Makery

35,000 visitors at the Paris Maker Faire, a record

At 2015 Maker Faire Paris. © Makery

Big success for the 2nd edition of the Maker Faire that quadrupled its visits this year, setting up at the Paris Trade Fair on the 2nd and 3rd of May. Makery was there.

35,000 visitors in two days. The number of visits went through the roof at the Paris Maker Faire, quadrupling the visits compared to its first edition in June 2014 that has attracted 8,000 visitors at Centquatre. If the maker movement is seducing the general public more and more, the attraction of the Paris Trade Fair undeniably had an effect.

A future maker kisses Angel Light.

“It is the first time in 111 years of existence that the Paris Trade Fair programs an external event,” says Jean-Baptiste Le Clec’h from FabShop, the company created by Bertier Luyt in 2012 that produces Maker Faire editions in France. In search of renewal, the organisers of the venerable Paris Trade Fair got closer to the teams of the Breton company to purchase the turnkey event. Yet not competing with the permanent fixture, the Lepine contest and its heap of necessarily patented inventions, although not always so innovative.

“We are the only ones in the world to have a Maker Faire national license, not just town by town, which gives us a lot of flexibility,” explains Jean-Baptiste Le Clec’h who is already planning to multiply regional editions in mini Maker Faire format, but also to relocate national events, like in Nantes in July 2015 in collaboration with les Machines de l’Île (“Les Machines de l’île” is a totally unprecedented artistic project. Born from François Delarozière and Pierre Orefice’s imagination, it is at crossroads of Jules Verne’s “invented worlds”, of the mechanical universe of Leonardo da Vinci, and of Nantes’ industrial history, on the exceptional site of the former shipyards.)

The State secretary in charge of digital matters Axelle Lemaire discovers La Fourmi, a creation from the company les Machines de l’île in Nantes.

And why not imagine a Maker Faire at the Elysée palace, following in the footsteps of the one organised at the White House in 2014. “The maker spirit is a sprit that is pleasing to the government”, declared the State secretary in charge of digital matters during the inauguration on May the 2nd. Nothing has been decided yet, but Axelle Lemaire promises to promote the idea to the President.

Meanwhile the Paris Maker Faire is getting its bearings by highlighting the projects of the 720 makers present and the fablabs on 200 booths, saving a more moderate exposure to its commercial component than in 2014.

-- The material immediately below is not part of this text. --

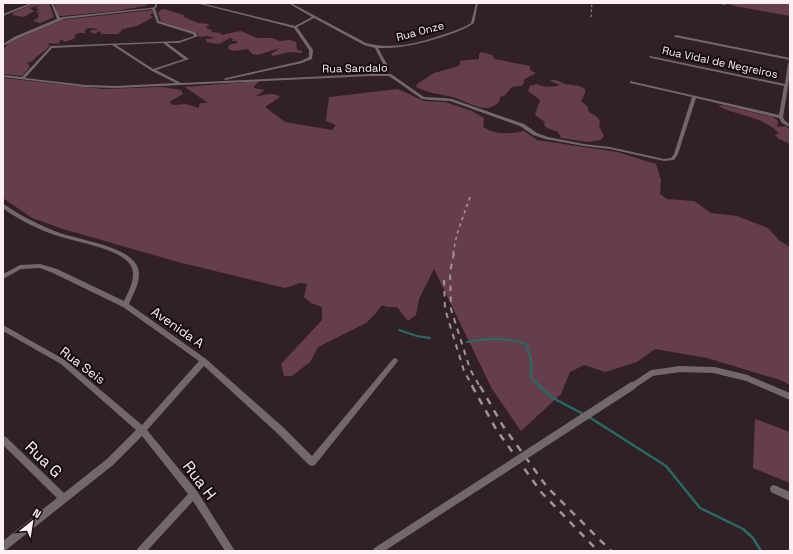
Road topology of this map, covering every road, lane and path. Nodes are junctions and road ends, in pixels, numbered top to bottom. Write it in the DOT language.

Ribbon cutting with drone, by Axelle Lemaire, at the 2015 Maker Faire:

This year, no Maker Bot battalions. 3D printing even maintains a low profile in favour of drones. The Maker Faire gave them a flying area of 6,000 m2, the equivalent of the area reserved for the 200 exhibitors. “I just bought a drone at the fair and I wanted to see demonstrations,” says one of the visitors with a Parrot drone protruding from the bag. The Lorem fablab team is full-on: drone races and expert remote-control flying demos. Only watchwords: security and teaching.

Christophe Divoire from the Lorem fablab flies his Octocoptère in the secure flying area.

“Handling the public is fine. However it is more complicated with the fair personnel. They sometimes suddenly appear in the flying zone without being conscious of the danger,” explains one of the members of the Lorem, as a technician casually approaches the take-off runway.

In the meantime, a concert of robots is roaring in drum’n’bass mode, while children are experimenting the blaring electric arcs of a Tesla coil. “We didn’t know about this, we came with the children to see the robots,” says a couple visiting the Paris Trade Fair flanked by two teenagers. So, not necessarily a public of aficionados, but curious people who are discovering the world of DIY.

The robots of One Love Machine Band put on a real show at the entrance.
The Youtuber Experiment Boy, in full glitter explosion.